Once the comptroller decides to take action to revoke the patent, he has to give the patent holder an opportunity to make any observations and to amend the patent. Importantly, this procedure happens only between the Patent Office and the patent holder. The person who made the request for an opinion is no longer a party to the proceedings. They can, however, oppose any amendments requested under section 75, which are always advertised before they are made (although typically with a very limited 2 or 4 week period to file any opposition).*

The upshot of all this is that a person who has what they think is a solid case for knocking out a patent in the UK now has potentially an entirely risk-free way of getting rid of the patent by simply requesting an opinion on validity and waiting to see what happens. If the examiner agrees with the requester, the patent could then be knocked out, or at least amended, without any further action needed by the requester of the opinion and with no potential for a costs decision being made against them (even if the patent is only limited and not revoked in full). For those who do not want to get into an expensive procedure just to get rid of an inconvenient, but clearly invalid, patent, the new law seems to be a very good option indeed.

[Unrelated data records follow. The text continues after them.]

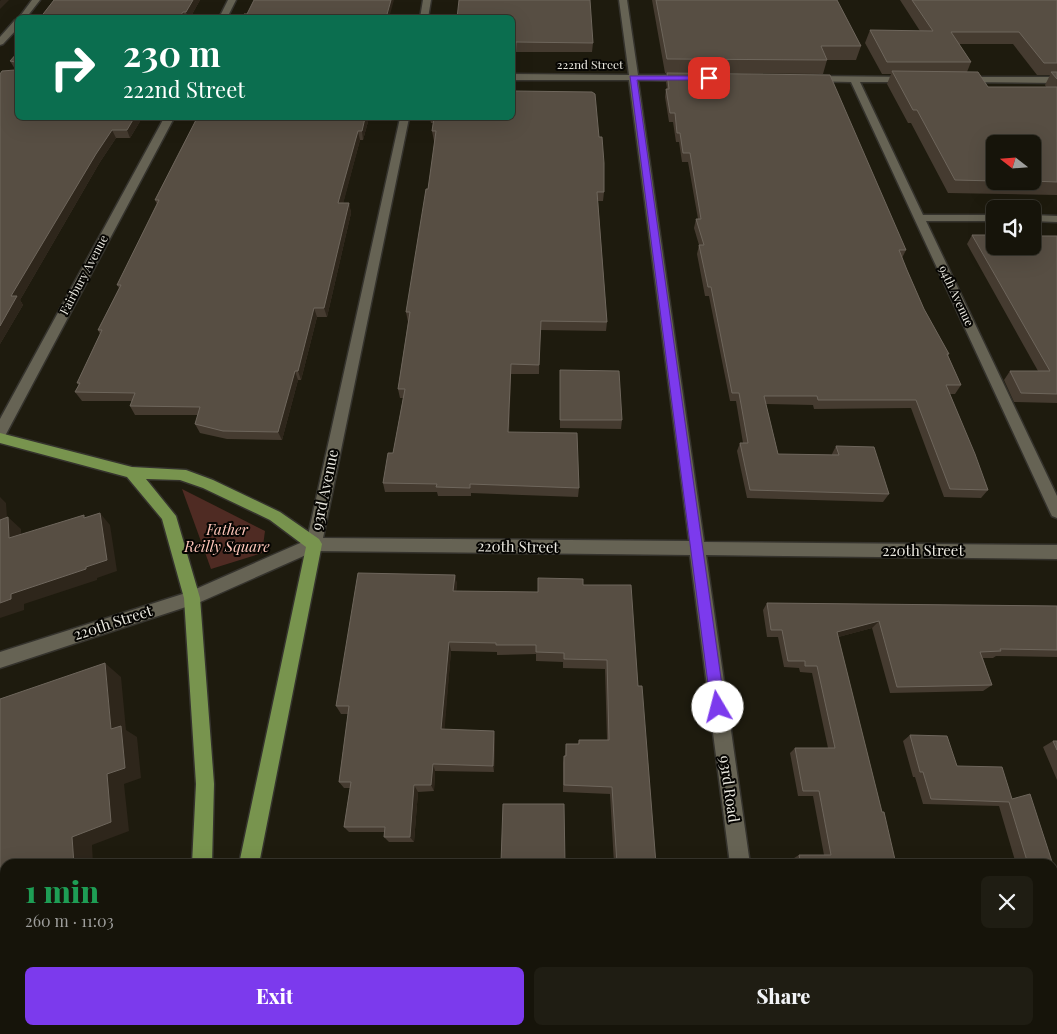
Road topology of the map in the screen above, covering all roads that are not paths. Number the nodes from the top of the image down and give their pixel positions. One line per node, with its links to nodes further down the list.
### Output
1 (36, 0): 5 (street)
2 (232, 0): 6 (street)
3 (428, 0): 7 (street)
4 (623, 0): 11 (street, 93rd Road)
5 (24, 15)
6 (224, 15)
7 (425, 15)
8 (15, 25): 9 (street)
9 (0, 42)
10 (515, 77): 11 (street, 222nd Street)
11 (633, 78): 12 (street, 222nd Street); 29 (street, 93rd Road)
12 (700, 78)
13 (805, 79): 14 (street)
14 (854, 79): 15 (street); 20 (street, 94th Avenue)
15 (920, 80)
16 (950, 80): 17 (street)
17 (1057, 80)
18 (168, 120): 24 (street, Fairbury Avenue)
19 (404, 120): 28 (street, 93rd Avenue)
20 (919, 218): 21 (street); 27 (street, 94th Avenue)
21 (986, 218)
22 (1041, 218): 23 (street)
23 (1057, 218)
24 (0, 432)
25 (0, 438): 26 (main road)
26 (132, 473): 28 (main road); 31 (main road)
27 (1057, 512)
28 (314, 544): 29 (street, 220th Street); 31 (street, 220th Street); 34 (main road, 93rd Avenue)
29 (696, 550): 30 (street, 220th Street); 35 (street, 93rd Road)
30 (1057, 552)
31 (192, 598): 32 (street, 220th Street); 33 (main road)
32 (0, 660)
33 (202, 859)
34 (250, 859)
35 (739, 859)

At the moment, we do not yet know how the new procedure will work in practice. The IPO have indicated that they will only act "in clear-cut cases where the patented invention clearly lacks novelty or an inventive step". What does "clear-cut" mean though? What is the difference between a patent lacking novelty and clearly lacking novelty? We may find out over the next few months, as two opinions have now issued that have found patents to lack novelty and inventive step.

The first of these, Opinion 23/14, was requested on 24 October 2014, and issued on 21 January 2015. The request was made regarding validity of GB2493904, granted to Actegy Limited and relating to an "apparatus for electrical stimulation of a foot" (or more likely a pair of feet, as seems to be clear from the illustration of the product shown on the right, and available here). The examiner found the  patent to be not novel over published Chinese utility model CN200973920Y relating to a "foot-care and body-beautifying machine with electromagnetic waves". According to Rule 98(1), the patent holder has until 21 April 2015 to request a review of the opinion. If no review is requested, or if any review does not result in the opinion being set aside, the comptroller may decide to revoke the patent.

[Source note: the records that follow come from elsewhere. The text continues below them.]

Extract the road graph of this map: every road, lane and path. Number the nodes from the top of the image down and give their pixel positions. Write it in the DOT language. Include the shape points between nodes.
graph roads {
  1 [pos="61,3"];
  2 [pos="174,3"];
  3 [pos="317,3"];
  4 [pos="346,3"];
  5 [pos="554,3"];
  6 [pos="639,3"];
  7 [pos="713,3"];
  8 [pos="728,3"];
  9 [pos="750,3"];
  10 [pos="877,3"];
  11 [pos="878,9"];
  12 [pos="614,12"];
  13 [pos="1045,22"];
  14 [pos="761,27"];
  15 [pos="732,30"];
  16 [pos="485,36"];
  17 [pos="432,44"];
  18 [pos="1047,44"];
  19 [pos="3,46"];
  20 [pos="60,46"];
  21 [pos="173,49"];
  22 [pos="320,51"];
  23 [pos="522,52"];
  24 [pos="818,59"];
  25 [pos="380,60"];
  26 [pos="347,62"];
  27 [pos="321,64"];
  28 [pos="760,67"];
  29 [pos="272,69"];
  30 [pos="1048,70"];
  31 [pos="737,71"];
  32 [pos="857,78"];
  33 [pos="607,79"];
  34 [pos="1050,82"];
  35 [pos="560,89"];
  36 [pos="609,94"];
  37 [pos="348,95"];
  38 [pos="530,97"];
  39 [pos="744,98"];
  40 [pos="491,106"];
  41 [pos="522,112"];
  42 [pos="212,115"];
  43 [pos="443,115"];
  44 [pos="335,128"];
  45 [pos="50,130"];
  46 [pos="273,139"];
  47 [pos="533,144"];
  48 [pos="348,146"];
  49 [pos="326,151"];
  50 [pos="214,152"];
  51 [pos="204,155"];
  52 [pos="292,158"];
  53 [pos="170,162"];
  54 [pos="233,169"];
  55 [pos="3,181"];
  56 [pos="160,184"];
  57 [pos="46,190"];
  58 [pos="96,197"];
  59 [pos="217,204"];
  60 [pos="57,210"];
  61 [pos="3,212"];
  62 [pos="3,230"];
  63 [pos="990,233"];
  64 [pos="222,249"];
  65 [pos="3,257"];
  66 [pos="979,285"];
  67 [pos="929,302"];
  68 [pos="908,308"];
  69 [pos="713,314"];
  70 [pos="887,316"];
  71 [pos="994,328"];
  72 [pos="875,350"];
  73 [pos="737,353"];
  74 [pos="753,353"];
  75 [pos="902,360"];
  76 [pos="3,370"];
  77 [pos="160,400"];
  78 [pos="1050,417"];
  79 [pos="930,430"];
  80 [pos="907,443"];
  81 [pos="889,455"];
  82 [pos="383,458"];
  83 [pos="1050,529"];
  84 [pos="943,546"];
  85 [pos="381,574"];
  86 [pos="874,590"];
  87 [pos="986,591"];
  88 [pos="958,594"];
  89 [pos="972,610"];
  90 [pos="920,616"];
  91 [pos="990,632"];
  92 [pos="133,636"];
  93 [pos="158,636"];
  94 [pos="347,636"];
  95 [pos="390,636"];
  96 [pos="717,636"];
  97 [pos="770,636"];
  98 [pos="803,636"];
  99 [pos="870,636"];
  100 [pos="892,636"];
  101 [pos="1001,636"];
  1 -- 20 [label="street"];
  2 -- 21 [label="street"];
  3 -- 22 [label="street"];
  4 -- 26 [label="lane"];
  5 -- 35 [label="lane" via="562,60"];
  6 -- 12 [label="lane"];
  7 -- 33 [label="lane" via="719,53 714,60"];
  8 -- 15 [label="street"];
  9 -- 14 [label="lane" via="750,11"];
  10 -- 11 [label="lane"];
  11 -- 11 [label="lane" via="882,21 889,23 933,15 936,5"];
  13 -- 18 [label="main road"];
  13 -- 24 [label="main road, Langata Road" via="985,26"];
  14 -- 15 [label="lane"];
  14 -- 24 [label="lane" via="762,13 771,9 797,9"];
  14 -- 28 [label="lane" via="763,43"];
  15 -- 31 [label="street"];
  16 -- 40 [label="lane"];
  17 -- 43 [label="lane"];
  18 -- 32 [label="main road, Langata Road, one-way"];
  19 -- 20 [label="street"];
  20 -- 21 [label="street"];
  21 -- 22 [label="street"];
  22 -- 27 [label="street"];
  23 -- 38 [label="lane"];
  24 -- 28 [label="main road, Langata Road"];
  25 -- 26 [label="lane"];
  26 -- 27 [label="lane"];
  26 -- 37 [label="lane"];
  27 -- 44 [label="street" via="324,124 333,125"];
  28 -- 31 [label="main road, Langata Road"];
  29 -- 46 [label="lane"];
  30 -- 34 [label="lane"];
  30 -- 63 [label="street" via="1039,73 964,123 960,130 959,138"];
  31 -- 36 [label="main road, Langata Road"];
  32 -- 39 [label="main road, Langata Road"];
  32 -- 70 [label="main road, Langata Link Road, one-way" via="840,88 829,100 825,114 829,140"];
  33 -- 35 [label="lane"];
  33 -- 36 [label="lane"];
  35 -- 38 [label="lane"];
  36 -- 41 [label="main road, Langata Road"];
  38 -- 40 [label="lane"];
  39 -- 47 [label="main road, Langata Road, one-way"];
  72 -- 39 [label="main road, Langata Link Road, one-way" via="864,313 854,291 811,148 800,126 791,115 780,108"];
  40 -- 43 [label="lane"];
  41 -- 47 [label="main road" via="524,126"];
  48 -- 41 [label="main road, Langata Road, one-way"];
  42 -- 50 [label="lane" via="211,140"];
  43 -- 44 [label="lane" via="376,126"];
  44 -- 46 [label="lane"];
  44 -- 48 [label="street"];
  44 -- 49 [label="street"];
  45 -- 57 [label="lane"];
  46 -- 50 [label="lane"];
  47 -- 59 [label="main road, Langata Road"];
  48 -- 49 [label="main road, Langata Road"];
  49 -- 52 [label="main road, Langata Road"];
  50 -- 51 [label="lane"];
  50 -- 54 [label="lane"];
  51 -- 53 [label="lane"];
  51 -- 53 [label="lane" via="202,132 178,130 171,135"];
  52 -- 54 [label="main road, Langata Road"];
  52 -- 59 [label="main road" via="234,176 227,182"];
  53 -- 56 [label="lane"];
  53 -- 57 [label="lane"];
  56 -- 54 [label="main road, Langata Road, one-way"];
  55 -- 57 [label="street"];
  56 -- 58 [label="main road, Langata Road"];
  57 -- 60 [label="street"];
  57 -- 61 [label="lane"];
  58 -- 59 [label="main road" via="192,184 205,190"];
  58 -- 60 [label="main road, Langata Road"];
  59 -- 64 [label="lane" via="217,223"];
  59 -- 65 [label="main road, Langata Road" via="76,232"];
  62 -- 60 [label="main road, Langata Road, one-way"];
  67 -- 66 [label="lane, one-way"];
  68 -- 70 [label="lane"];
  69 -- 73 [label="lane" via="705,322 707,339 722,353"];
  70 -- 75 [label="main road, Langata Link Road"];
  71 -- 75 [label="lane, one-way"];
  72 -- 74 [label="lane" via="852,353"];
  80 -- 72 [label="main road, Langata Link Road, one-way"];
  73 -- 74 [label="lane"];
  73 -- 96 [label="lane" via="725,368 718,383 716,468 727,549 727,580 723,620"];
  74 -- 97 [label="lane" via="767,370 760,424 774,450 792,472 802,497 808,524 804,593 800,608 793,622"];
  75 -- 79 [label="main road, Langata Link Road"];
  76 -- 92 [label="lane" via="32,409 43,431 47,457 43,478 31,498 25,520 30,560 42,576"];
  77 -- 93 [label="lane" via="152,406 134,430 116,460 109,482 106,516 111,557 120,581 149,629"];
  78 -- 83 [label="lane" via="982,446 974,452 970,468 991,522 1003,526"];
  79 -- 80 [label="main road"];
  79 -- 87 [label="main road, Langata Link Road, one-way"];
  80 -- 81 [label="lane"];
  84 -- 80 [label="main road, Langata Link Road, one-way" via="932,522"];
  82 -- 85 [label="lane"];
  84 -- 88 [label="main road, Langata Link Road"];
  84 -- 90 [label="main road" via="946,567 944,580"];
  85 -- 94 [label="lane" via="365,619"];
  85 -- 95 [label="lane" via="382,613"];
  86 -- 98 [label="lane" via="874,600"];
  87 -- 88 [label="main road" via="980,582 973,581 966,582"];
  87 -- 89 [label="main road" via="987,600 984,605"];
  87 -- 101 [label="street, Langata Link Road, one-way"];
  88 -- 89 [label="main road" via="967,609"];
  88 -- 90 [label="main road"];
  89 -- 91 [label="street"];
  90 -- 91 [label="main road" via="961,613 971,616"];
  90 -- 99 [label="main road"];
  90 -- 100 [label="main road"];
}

The second is Opinion 25/14, which was requested on 13 November 2014 and issued on 11 February 2015. The request was made regarding validity of GB2497956, granted to J. C. Bamford Excavators Limited (more widely known as JCB, famous for making machines like the one shown on the left) and relating to a hydraulic system with kinetic energy recovery and storage device. The examiner found that the independent claims of the patent were not novel over US3485037 and were obvious over other documents cited by the requester. The patent holder has until 11 May 2015 to request a review.

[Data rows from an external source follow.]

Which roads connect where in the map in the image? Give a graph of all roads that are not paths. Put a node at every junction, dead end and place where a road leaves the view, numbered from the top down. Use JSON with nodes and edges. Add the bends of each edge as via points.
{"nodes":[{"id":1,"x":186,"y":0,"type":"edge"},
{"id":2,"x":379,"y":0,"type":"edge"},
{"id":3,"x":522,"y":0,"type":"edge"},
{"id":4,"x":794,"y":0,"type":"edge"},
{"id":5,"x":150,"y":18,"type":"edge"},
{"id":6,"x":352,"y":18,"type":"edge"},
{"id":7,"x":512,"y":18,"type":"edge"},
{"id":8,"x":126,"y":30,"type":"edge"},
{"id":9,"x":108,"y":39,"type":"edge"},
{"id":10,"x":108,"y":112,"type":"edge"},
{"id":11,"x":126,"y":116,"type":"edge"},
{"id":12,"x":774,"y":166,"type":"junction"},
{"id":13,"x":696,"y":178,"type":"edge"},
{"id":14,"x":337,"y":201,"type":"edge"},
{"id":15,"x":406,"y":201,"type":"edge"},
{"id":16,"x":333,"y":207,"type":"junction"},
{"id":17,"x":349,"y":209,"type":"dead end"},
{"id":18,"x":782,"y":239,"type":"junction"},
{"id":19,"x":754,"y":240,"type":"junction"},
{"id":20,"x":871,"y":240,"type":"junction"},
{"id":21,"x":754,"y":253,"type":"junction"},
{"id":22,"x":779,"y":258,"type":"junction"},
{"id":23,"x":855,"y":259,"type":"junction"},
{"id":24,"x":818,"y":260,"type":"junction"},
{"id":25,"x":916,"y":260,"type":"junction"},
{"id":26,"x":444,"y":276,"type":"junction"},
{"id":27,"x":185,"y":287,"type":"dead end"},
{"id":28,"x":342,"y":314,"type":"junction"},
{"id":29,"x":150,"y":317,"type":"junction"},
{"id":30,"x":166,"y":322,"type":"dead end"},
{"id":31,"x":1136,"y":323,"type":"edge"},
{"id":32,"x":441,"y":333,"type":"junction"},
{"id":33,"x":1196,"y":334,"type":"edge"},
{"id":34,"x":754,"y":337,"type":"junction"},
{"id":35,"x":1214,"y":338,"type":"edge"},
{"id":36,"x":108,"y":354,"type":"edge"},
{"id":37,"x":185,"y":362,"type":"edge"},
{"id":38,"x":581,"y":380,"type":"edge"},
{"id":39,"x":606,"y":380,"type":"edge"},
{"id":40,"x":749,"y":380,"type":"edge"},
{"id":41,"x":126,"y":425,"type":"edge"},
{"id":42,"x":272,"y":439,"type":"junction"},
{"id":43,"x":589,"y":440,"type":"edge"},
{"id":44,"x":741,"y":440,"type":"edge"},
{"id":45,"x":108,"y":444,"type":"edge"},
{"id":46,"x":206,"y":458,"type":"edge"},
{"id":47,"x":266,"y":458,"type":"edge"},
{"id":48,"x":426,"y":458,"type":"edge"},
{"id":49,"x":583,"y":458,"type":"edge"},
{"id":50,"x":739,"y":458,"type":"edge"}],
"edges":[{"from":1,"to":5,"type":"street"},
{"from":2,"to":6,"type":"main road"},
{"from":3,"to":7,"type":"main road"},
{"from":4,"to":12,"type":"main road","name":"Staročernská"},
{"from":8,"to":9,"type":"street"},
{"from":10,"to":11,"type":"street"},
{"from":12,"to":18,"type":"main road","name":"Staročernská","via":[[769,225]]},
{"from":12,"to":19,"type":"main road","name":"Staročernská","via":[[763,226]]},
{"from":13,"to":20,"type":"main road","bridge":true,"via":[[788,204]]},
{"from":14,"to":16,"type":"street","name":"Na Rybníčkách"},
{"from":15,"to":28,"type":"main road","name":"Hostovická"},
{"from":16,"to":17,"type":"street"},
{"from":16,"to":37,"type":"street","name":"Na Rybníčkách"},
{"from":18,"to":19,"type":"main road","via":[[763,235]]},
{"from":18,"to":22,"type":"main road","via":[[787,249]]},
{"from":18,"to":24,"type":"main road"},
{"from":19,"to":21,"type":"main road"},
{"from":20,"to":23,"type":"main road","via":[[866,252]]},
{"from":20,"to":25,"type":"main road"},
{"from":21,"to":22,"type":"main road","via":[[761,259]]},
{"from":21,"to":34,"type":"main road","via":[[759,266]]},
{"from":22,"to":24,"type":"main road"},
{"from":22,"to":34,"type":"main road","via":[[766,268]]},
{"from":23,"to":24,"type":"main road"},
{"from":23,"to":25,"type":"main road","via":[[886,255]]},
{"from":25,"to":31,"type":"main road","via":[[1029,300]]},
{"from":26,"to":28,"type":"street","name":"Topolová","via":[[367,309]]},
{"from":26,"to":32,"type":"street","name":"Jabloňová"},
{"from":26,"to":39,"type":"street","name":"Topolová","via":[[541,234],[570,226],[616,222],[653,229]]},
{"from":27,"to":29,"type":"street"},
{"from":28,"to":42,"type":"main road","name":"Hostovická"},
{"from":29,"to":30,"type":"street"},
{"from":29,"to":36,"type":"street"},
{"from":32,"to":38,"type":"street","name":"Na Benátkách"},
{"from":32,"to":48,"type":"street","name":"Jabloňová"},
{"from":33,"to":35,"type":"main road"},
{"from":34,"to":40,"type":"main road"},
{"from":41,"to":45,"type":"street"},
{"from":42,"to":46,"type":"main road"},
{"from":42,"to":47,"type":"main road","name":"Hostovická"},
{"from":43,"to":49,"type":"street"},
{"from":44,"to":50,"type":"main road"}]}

In each case, the examiner's finding seems to be pretty clear in finding a lack of novelty of at least the independent claims of the patent. If the opinions are not set aside following a review, I would have difficulty seeing how either case could be anything other than "clear-cut" cases where revocation under section 73(1A) would be inevitable. We will, however, have to wait and see to find out whether the comptroller agrees.

*This turns out not to be correct. Any amendments made as a result of objections under section 73 are not advertised and are not subject to opposition. Only proposed amendments under sections 75 and 27 are advertised.

3 comments:

  1. Hi David, a very readable and thought-provoking blog post as usual.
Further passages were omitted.